Task to carry out: The records below must be copied in full, exactly as they read.

----- Input data

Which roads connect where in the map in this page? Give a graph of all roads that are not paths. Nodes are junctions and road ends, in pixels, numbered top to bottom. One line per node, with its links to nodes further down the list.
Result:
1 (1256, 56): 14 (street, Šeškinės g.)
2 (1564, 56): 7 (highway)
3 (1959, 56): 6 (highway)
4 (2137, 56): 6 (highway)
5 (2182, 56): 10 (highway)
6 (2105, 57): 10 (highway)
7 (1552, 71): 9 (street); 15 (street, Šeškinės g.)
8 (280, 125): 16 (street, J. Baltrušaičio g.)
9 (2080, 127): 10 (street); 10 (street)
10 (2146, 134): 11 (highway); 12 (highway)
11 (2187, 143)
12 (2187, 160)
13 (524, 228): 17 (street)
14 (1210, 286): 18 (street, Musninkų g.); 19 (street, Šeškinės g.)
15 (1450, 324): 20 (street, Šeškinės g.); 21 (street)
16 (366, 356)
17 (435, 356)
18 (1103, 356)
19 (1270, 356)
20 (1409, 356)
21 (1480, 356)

----------

Completed exercise:
Which roads connect where in the map in this page? Give a graph of all roads that are not paths. Nodes are junctions and road ends, in pixels, numbered top to bottom. One line per node, with its links to nodes further down the list.
Result:
1 (1256, 56): 14 (street, Šeškinės g.)
2 (1564, 56): 7 (highway)
3 (1959, 56): 6 (highway)
4 (2137, 56): 6 (highway)
5 (2182, 56): 10 (highway)
6 (2105, 57): 10 (highway)
7 (1552, 71): 9 (street); 15 (street, Šeškinės g.)
8 (280, 125): 16 (street, J. Baltrušaičio g.)
9 (2080, 127): 10 (street); 10 (street)
10 (2146, 134): 11 (highway); 12 (highway)
11 (2187, 143)
12 (2187, 160)
13 (524, 228): 17 (street)
14 (1210, 286): 18 (street, Musninkų g.); 19 (street, Šeškinės g.)
15 (1450, 324): 20 (street, Šeškinės g.); 21 (street)
16 (366, 356)
17 (435, 356)
18 (1103, 356)
19 (1270, 356)
20 (1409, 356)
21 (1480, 356)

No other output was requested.